Another cool find from the Registry of Noteworthy Research in Pathology - I just opened the Richard E. Shope folder which contains his original, handwritten research records documenting the first isolation of swine influenza. In an article from the Medical Tribune of June 17, 1963, Dr. Shope "described the appearance of a new respiratory disease among swine in the Midwestern states, in the autumn of 1918. Since there existed at that time a widespread outbreak of human pandemic influenza, and since the disease in swine, both clinically and at autopsy, resembled the human disease, it was named swine influenza." He said that swine flu was suspected to be as a result from an infection from humans, but because no virus from the human disease was yet available, it was impossible to make the connection.

But!! When the human influenza virus was discovered in 1933, it was found to be closely related to the swine virus, which supported the notion that swine flu originated in humans. So why did swine flu continue to appear once human flu more or less disappeared, at least as a pandemic, in about 1920? Dr. Shope maintained that the virus found a way to perpetuate itself in the hog population, which was ultimately proven when the swine lungworm, a nematode parasitic in the respiratory tract, was discovered. It serves as a reservoir and intermediate host, which is why the flu sticks around. If not for this reservoir, swine flu would have subsided about the same time as the human influenza virus.

Still with me? The article in the Medical Tribune, where I got all this information, is illustrated with a photo of Dr. Shope receiving the Ricketts Award from the son of Howard Taylor Ricketts, the doctor I wrote about yesterday, and for whom the award was named.


Tuesday, September 1, 2009

Rickettsial spotted fever

As part of the work I'm doing on processing the Registry of Noteworthy Research in Pathology collection, I've just come across a little bit of material on Howard Taylor Ricketts. This is the man who discovered the bacterium that causes Rocky Mountain Spotted Fever (called rickettsia) and epidemic typhus. We have a copy of a letter he wrote to his wife, which is the first mention of his having seen the micro-organism of typhus, nine days after his arrival in Mexico City. The letter was dated December 20, 1909.

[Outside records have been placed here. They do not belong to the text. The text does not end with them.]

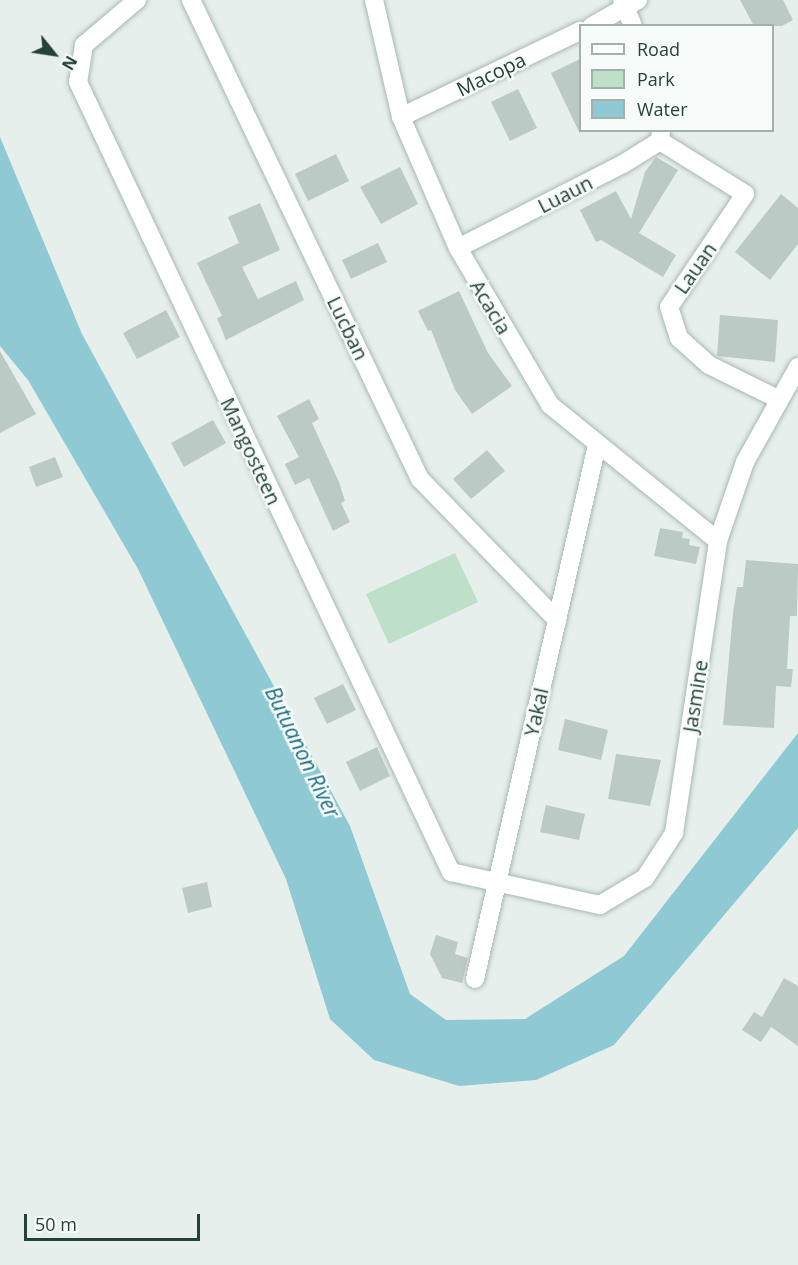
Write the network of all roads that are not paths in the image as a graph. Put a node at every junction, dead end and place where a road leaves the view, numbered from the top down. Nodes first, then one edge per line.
1 (137, 0) edge
2 (191, 0) edge
3 (374, 0) edge
4 (630, 8) edge
5 (596, 24) edge
6 (579, 31) edge
7 (401, 117) junction
8 (660, 136) edge
9 (458, 248) junction
10 (798, 367) edge
11 (787, 390) edge
12 (597, 445) junction
13 (718, 541) junction
14 (557, 620) junction
15 (498, 881) junction
16 (475, 979) dead end

1 - 15 street, Mangosteen
2 - 14 street, Lucban
3 - 7 street, Acacia
4 - 5 street
6 - 7 street, Macopa
7 - 9 street, Acacia
8 - 9 street, Luaun
8 - 11 street, Lauan
9 - 12 street, Acacia
10 - 11 street, Jasmine
11 - 13 street, Jasmine
12 - 13 street, Acacia
12 - 14 street, Yakal
13 - 15 street, Jasmine
14 - 15 street, Yakal
15 - 16 street, Yakal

"I kept at the microscope this afternoon because I felt pretty sure that I was finding some micro-organisms in the blood taken from the spots of the patients. I think I am not mistaken. They resemble the spotted fever bacilli somewhat, but stain poorly. I hope within a day or two to feel pretty sure one way or another. They are so hard to recognize that I doubt whether any one else here would see them. But I have so strongly suspected a relationship between spotted fever and typhus that I was looking for that very thing. Don't get excited over it, for it may be some accidental affair. However, I shall push it as rapidly as I can, and as soon as possible shall begin a paper so that there would be little delay in publication..."

Think of the excitement he had to have been holding in check, and hoping he wasn't seeing something that wasn't there.

Within six months he died from typhus, at the age of 39.